I don’t know if I am more relieved or frightened to discover that astronomers have even less clue than software engineers on how to describe their subject to beginners.
I borrowed The Moden Amateur Astronomer, ed. Patrick Moore, from the library. It’s one of a series with the general title Practical Astronomy, and according to the blurb,
If you already own an astronomical telescope and want to know how to use it to the best effect, or if you are thinking about buying one and are wondering where to start, then this is the book for you.
The four pages of Chapter 2, Buying a Telescope, by Patrick Moore himself, are clearly written and left me with a clear picture of the pros and cons of different kinds of telescope and what to look for if I was buying one, but every other chapter gets bogged down in details that I (as a beginner) don’t understand rather than explaining general principles, and shows no awareness of what I need to hear and what order I need to hear it in if I am to make any progress.
In a section on photography in the chapter on Auxiliary Equipment, I read that “…the most important features to bear in mind are the accessibility of the focus and the vignetting of the light cone.” Vignetting of the light cone, eh?

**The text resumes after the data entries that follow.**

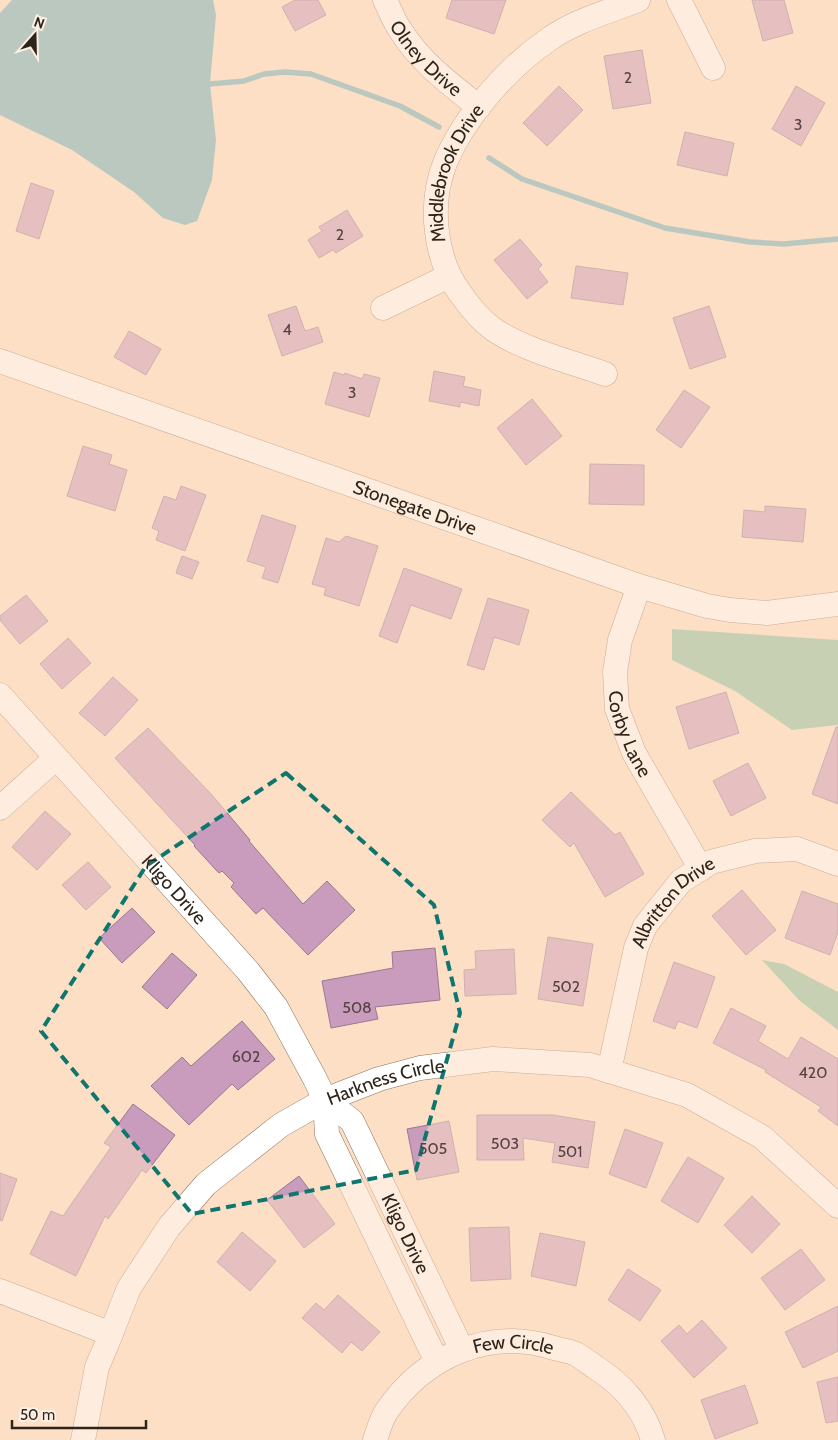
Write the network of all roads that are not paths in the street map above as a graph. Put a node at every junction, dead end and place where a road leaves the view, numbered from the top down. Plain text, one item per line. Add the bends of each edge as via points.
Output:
1 (385, 0) edge
2 (638, 0) edge
3 (679, 0) edge
4 (714, 68) dead end
5 (479, 106) junction
6 (449, 276) junction
7 (383, 308) dead end
8 (0, 361) edge
9 (605, 374) dead end
10 (638, 586) junction
11 (838, 604) edge
12 (0, 695) edge
13 (56, 758) junction
14 (0, 808) edge
15 (838, 864) edge
16 (701, 869) junction
17 (609, 1071) junction
18 (325, 1100) junction
19 (838, 1206) edge
20 (0, 1291) edge
21 (111, 1334) junction
22 (462, 1350) junction
23 (437, 1362) junction
24 (82, 1440) edge
25 (375, 1440) edge
26 (653, 1440) edge

1 - 5 street, Olney Drive via 417,53 435,72
2 - 5 street, Middlebrook Drive via 549,39 521,61
3 - 4 street
5 - 6 street, Middlebrook Drive via 458,137 438,187 437,235
6 - 7 street
6 - 9 street, Middlebrook Drive via 473,311 491,328 513,341
8 - 10 street, Stonegate Drive
10 - 11 street, Stonegate Drive via 730,610 767,613
10 - 16 street, Corby Lane via 619,648 615,672 617,709 634,753
12 - 13 street, Kligo Drive
13 - 14 street
13 - 18 street, Kligo Drive via 254,978 276,1007
15 - 16 street, Albritton Drive via 797,849 754,851 711,862
16 - 17 street, Albritton Drive via 681,881 645,926 636,948
17 - 18 street, Harkness Circle via 590,1065 493,1059 420,1068 379,1079
17 - 19 street, Harkness Circle via 687,1095 762,1137
18 - 21 street, Harkness Circle via 281,1124 206,1184 169,1227 129,1288
18 - 22 street, Kligo Drive via 352,1121
18 - 23 street, Kligo Drive via 327,1134
20 - 21 street
21 - 24 street, Harkness Circle via 97,1367
22 - 23 street, Few Circle
22 - 26 street, Few Circle via 498,1341 538,1342 575,1354 611,1377 632,1399
23 - 25 street, Few Circle via 414,1378 385,1413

What is that exactly? Is it something I should be avoiding like the plague or something I can’t do without? I read on and discover that it is “one of the most irritating problems in deep-sky photography and can easily ruin an otherwise excellent photo.” Yes, but what the hell is it? How will I know whether my pictures suffer from it? It turns out that I can avoid it if I buy “a low-profile focuser with a draw tube of at least 2 inches in diameter.” So all I have to do to clear up the subject is find out what a focuser is (and where I get one), and how I recognize a low-profile one. (As opposed to what? High-profile? Low-fullface?)

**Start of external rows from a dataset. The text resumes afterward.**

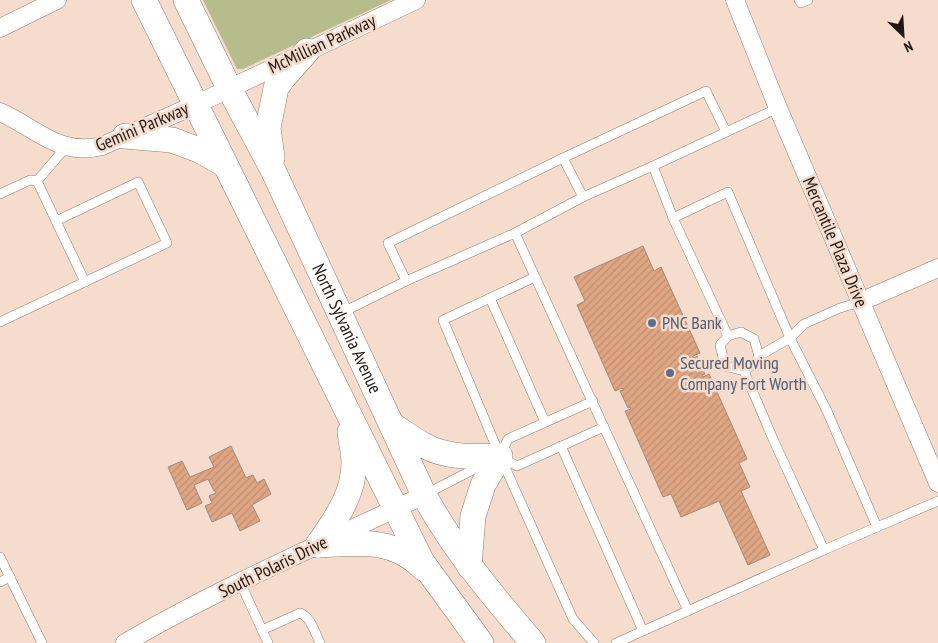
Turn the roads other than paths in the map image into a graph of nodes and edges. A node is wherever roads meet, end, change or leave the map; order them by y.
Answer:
1 (56, 0) edge
2 (144, 0) edge
3 (186, 0) edge
4 (416, 0) edge
5 (735, 0) edge
6 (799, 0) edge
7 (808, 0) edge
8 (0, 28) edge
9 (307, 51) junction
10 (229, 88) junction
11 (195, 105) junction
12 (778, 108) junction
13 (0, 112) edge
14 (726, 132) junction
15 (125, 136) junction
16 (66, 147) junction
17 (563, 158) junction
18 (224, 164) junction
19 (653, 166) junction
20 (273, 170) junction
21 (38, 181) junction
22 (0, 194) edge
23 (583, 197) junction
24 (673, 218) junction
25 (56, 221) junction
26 (515, 233) junction
27 (938, 268) edge
28 (535, 277) junction
29 (406, 281) junction
30 (85, 282) junction
31 (490, 298) junction
32 (860, 302) junction
33 (340, 313) junction
34 (0, 322) edge
35 (728, 336) junction
36 (790, 338) junction
37 (759, 356) junction
38 (744, 371) junction
39 (592, 401) junction
40 (348, 413) junction
41 (545, 422) junction
42 (392, 425) junction
43 (604, 427) junction
44 (561, 446) junction
45 (500, 456) junction
46 (938, 483) edge
47 (424, 495) junction
48 (938, 501) edge
49 (395, 509) junction
50 (877, 527) junction
51 (318, 545) junction
52 (824, 550) junction
53 (0, 557) edge
54 (469, 566) junction
55 (10, 577) junction
56 (435, 581) junction
57 (0, 582) edge
58 (240, 582) junction
59 (688, 611) junction
60 (262, 630) junction
61 (644, 631) junction
62 (42, 643) edge
63 (125, 643) edge
64 (268, 643) edge
65 (320, 643) edge
66 (481, 643) edge
67 (533, 643) edge
68 (594, 643) edge
69 (616, 643) edge

1 - 8 street
2 - 11 main road, North Sylvania Avenue
3 - 10 main road, North Sylvania Avenue
4 - 9 street, McMillian Parkway
5 - 12 street, Mercantile Plaza Drive
6 - 7 lane
9 - 10 street, McMillian Parkway
9 - 20 main road
10 - 11 street, Gemini Parkway
10 - 20 main road, North Sylvania Avenue
11 - 15 street, Gemini Parkway
11 - 18 main road, North Sylvania Avenue
12 - 14 lane
12 - 32 street, Mercantile Plaza Drive
13 - 16 street, Gemini Parkway
14 - 17 lane
14 - 19 lane
15 - 16 street, Gemini Parkway
15 - 18 main road
16 - 21 lane
17 - 23 lane
17 - 29 lane
18 - 40 main road, North Sylvania Avenue
19 - 23 lane
19 - 24 lane
20 - 33 main road, North Sylvania Avenue
21 - 22 lane
21 - 25 lane
23 - 26 lane
24 - 35 lane
24 - 36 lane
25 - 30 lane
25 - 30 lane
26 - 28 lane
26 - 29 lane
27 - 32 street
28 - 31 lane
28 - 39 lane
29 - 33 lane
30 - 34 lane
31 - 41 lane
31 - 45 lane
32 - 36 lane
32 - 46 street, Mercantile Plaza Drive
33 - 42 main road, North Sylvania Avenue
35 - 37 lane
35 - 38 lane
36 - 37 lane
36 - 50 lane
37 - 38 lane
38 - 52 lane
39 - 41 lane
39 - 43 lane
40 - 49 main road, North Sylvania Avenue
40 - 51 main road
41 - 45 lane
42 - 45 main road
42 - 47 main road, North Sylvania Avenue
43 - 44 lane
43 - 59 lane
44 - 45 lane
44 - 61 lane
45 - 47 lane
45 - 54 main road
45 - 68 lane
47 - 49 street, South Polaris Drive
47 - 54 main road, North Sylvania Avenue
48 - 50 lane
49 - 51 street, South Polaris Drive
49 - 56 main road, North Sylvania Avenue
50 - 52 lane
51 - 56 main road
51 - 58 street, South Polaris Drive
52 - 59 lane
53 - 55 lane
54 - 67 main road, North Sylvania Avenue
55 - 57 lane
55 - 62 lane
56 - 66 main road, North Sylvania Avenue
58 - 60 lane
58 - 63 street, South Polaris Drive
59 - 61 lane
60 - 64 lane
60 - 65 lane
61 - 69 lane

I searched in vain for a straightforward answer to these questions, though I did learn that “to determine the optimum focuser and secondary mirror size for your system, a simple ray diagram, showing the light cone, needs to be drawn,” (so simple that there is no need to supply an example).

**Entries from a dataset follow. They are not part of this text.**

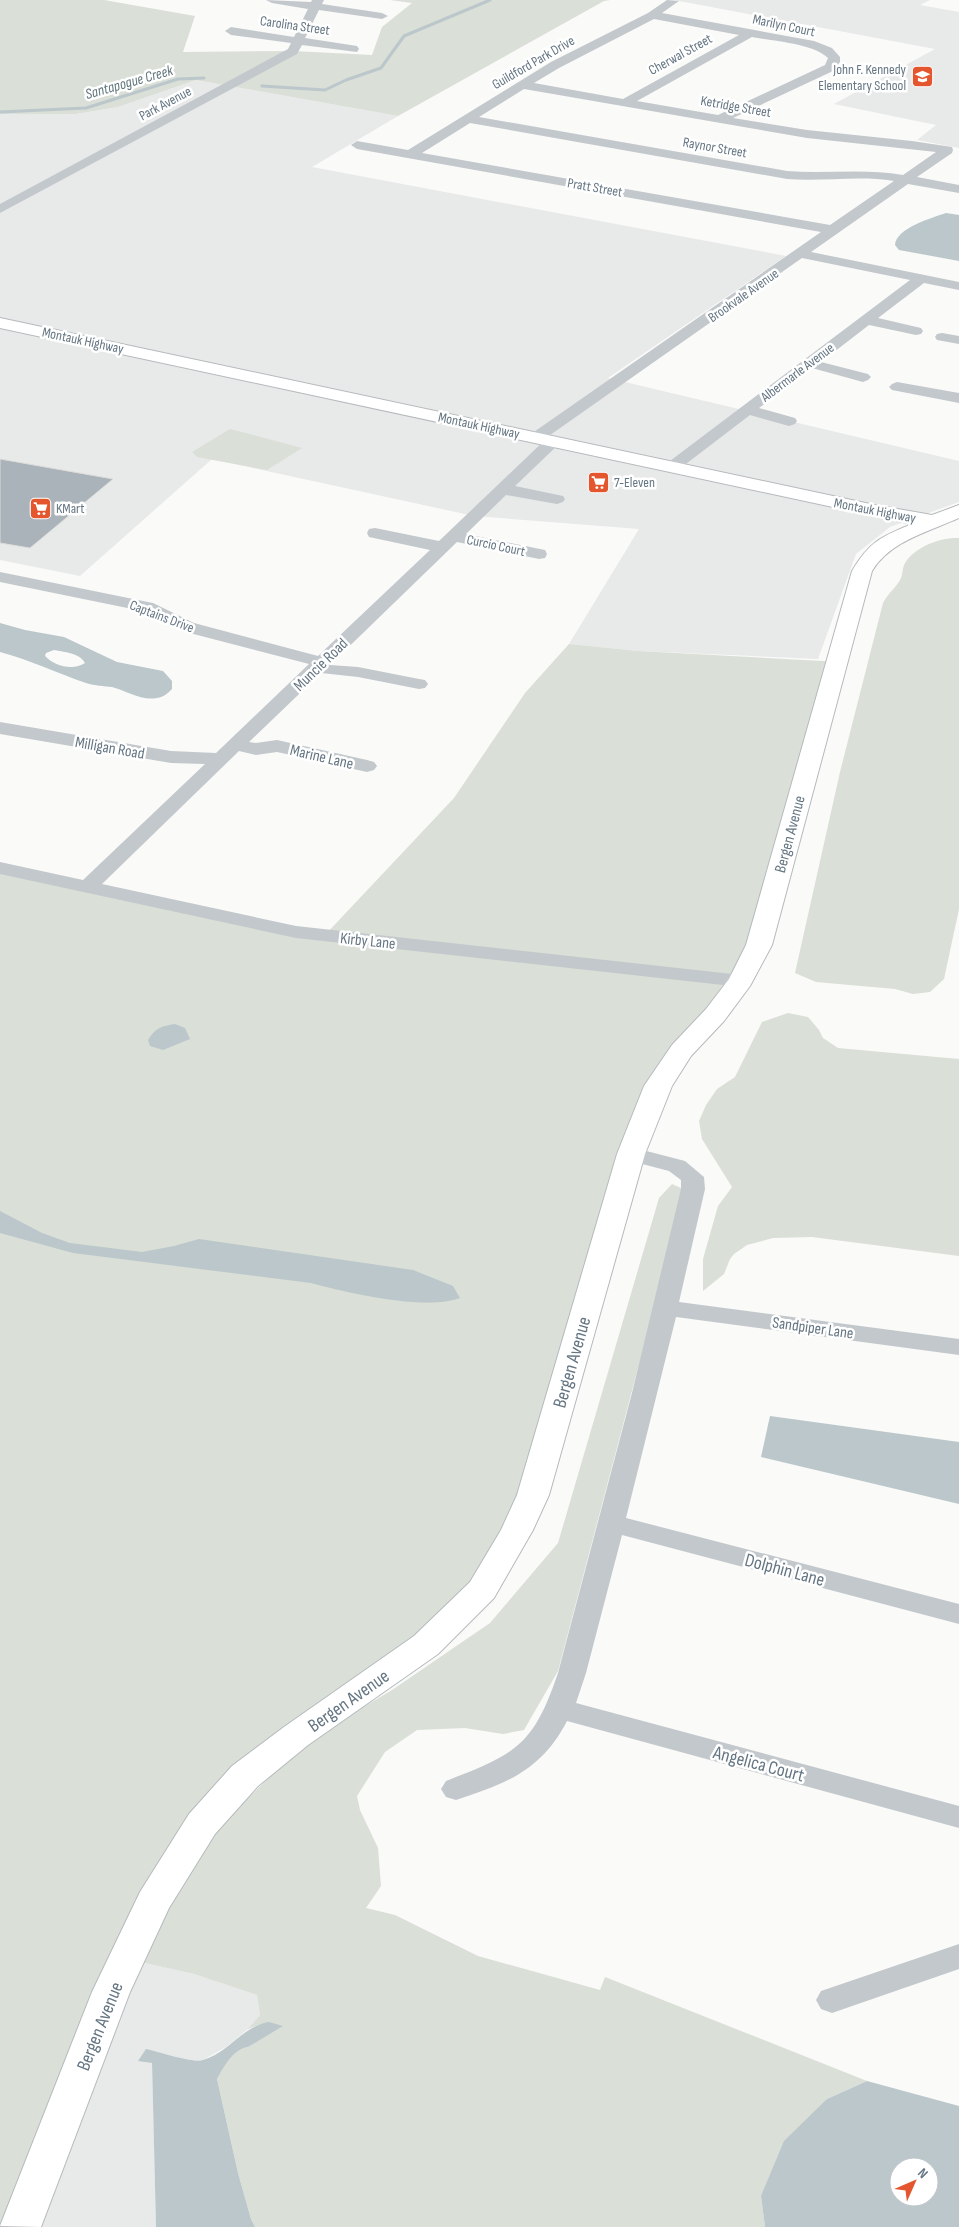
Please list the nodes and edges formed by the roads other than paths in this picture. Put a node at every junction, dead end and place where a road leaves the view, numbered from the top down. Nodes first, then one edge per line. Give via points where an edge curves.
1 (272, 0) edge
2 (673, 1) edge
3 (317, 3) edge
4 (652, 15) junction
5 (382, 16) dead end
6 (231, 31) dead end
7 (750, 33) junction
8 (299, 41) junction
9 (353, 49) dead end
10 (521, 85) junction
11 (624, 103) junction
12 (468, 119) junction
13 (720, 119) junction
14 (357, 145) dead end
15 (947, 150) joint
16 (411, 154) junction
17 (906, 179) junction
18 (959, 189) edge
19 (0, 209) edge
20 (833, 230) junction
21 (802, 254) junction
22 (922, 278) junction
23 (959, 286) edge
24 (866, 320) junction
25 (0, 323) edge
26 (916, 331) dead end
27 (942, 337) dead end
28 (959, 340) edge
29 (809, 363) junction
30 (863, 376) dead end
31 (897, 387) dead end
32 (959, 398) edge
33 (747, 410) junction
34 (788, 421) dead end
35 (545, 439) junction
36 (672, 467) junction
37 (502, 490) junction
38 (557, 499) dead end
39 (950, 519) edge
40 (375, 533) dead end
41 (448, 541) junction
42 (539, 554) dead end
43 (0, 577) edge
44 (319, 665) junction
45 (419, 684) dead end
46 (0, 728) edge
47 (251, 730) junction
48 (235, 746) junction
49 (277, 746) junction
50 (220, 759) junction
51 (367, 766) dead end
52 (0, 868) edge
53 (87, 887) junction
54 (741, 982) junction
55 (631, 1154) junction
56 (667, 1308) junction
57 (959, 1347) edge
58 (612, 1523) junction
59 (959, 1614) edge
60 (560, 1709) junction
61 (456, 1789) dead end
62 (959, 1816) edge
63 (959, 1956) edge
64 (832, 2000) dead end
65 (20, 2227) edge

1 - 3 street
2 - 4 street, Guildford Park Drive
3 - 5 street
3 - 8 street, Park Avenue
4 - 7 street, Marilyn Court
4 - 10 street, Guildford Park Drive
6 - 8 street, Carolina Street
7 - 11 street, Cherwal Street
7 - 13 street, Marilyn Court via 814,45 828,51 834,62 829,68
8 - 9 street, Carolina Street
8 - 19 street, Park Avenue via 293,51
10 - 11 street, Ketridge Street
10 - 12 street, Guildford Park Drive
11 - 13 street, Ketridge Street
12 - 16 street, Guildford Park Drive
12 - 17 street, Raynor Street via 787,175
13 - 15 street, Ketridge Street via 830,137
14 - 16 street, Pratt Street
15 - 17 street, Brookvale Avenue
16 - 20 street, Pratt Street
17 - 18 street, Raynor Street
17 - 20 street, Brookvale Avenue
20 - 21 street, Brookvale Avenue
21 - 22 street
21 - 35 street, Brookvale Avenue
22 - 23 street
22 - 24 street, Albermarle Avenue
24 - 26 street
24 - 29 street, Albermarle Avenue
25 - 35 main road, Montauk Highway
27 - 28 street
29 - 30 street
29 - 33 street, Albermarle Avenue
31 - 32 street
33 - 34 street
33 - 36 street, Albermarle Avenue
35 - 36 main road, Montauk Highway
35 - 37 street, Muncie Road
36 - 39 main road, Montauk Highway via 876,512
37 - 38 street
37 - 41 street, Muncie Road
39 - 54 main road, Bergen Avenue via 885,542 862,572 758,945
40 - 41 street, Curcio Court
41 - 42 street, Curcio Court
41 - 44 street, Muncie Road
43 - 44 street, Captains Drive via 147,607 188,627
44 - 45 street via 334,672 358,672
44 - 47 street, Muncie Road
46 - 50 street, Milligan Road via 171,757
47 - 48 street, Muncie Road
47 - 49 street, Marine Lane via 267,735
48 - 49 street, Marine Lane via 256,749
48 - 50 street, Muncie Road
49 - 51 street, Marine Lane
50 - 53 street, Muncie Road
52 - 53 street, Kirby Lane
53 - 54 street, Kirby Lane via 296,932
54 - 55 main road, Bergen Avenue via 716,1015 681,1051 658,1086
55 - 56 street via 677,1166 692,1177 693,1189
55 - 65 main road, Bergen Avenue via 533,1495 517,1530 482,1590 426,1645 260,1764 202,1824 153,1902 111,1992
56 - 57 street, Sandpiper Lane
56 - 58 street
58 - 59 street, Dolphin Lane
58 - 60 street
60 - 61 street via 537,1744 509,1768
60 - 62 street, Angelica Court
63 - 64 street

Turning to Chapter 9 on Astronomical Spectroscopes, I read in the first paragraph that “75% of all our knowledge in astrophysics derives from observing spectra.” This sounds exciting, but the rest of the chapter has little to tell me on what this 75% is made up of. It provides me information like the following:
The wavelength shift of the observed stellar lines when compared with their rest wavelengths gives the star’s radial velocity via the Doppler formula
v = 3 × 105((λ0 – λ1) / λ1),
where v is the radial velocity in km s-1, λ0 is the observed wavelength of a line and λ1 is the rest wavelength of a line,
but nowhere bothers to tell me what the radial velocity of a star is or why I should care about it. The same treatment is given to all the other subjects touched on in the chapter, like emission line stars, Hertzsprung-Russel diagrams, and Fraunhofer lines.
I could give many more examples from this chapter or almost any other. Compared to this book,
Linux HOWTOs are a model of clarity.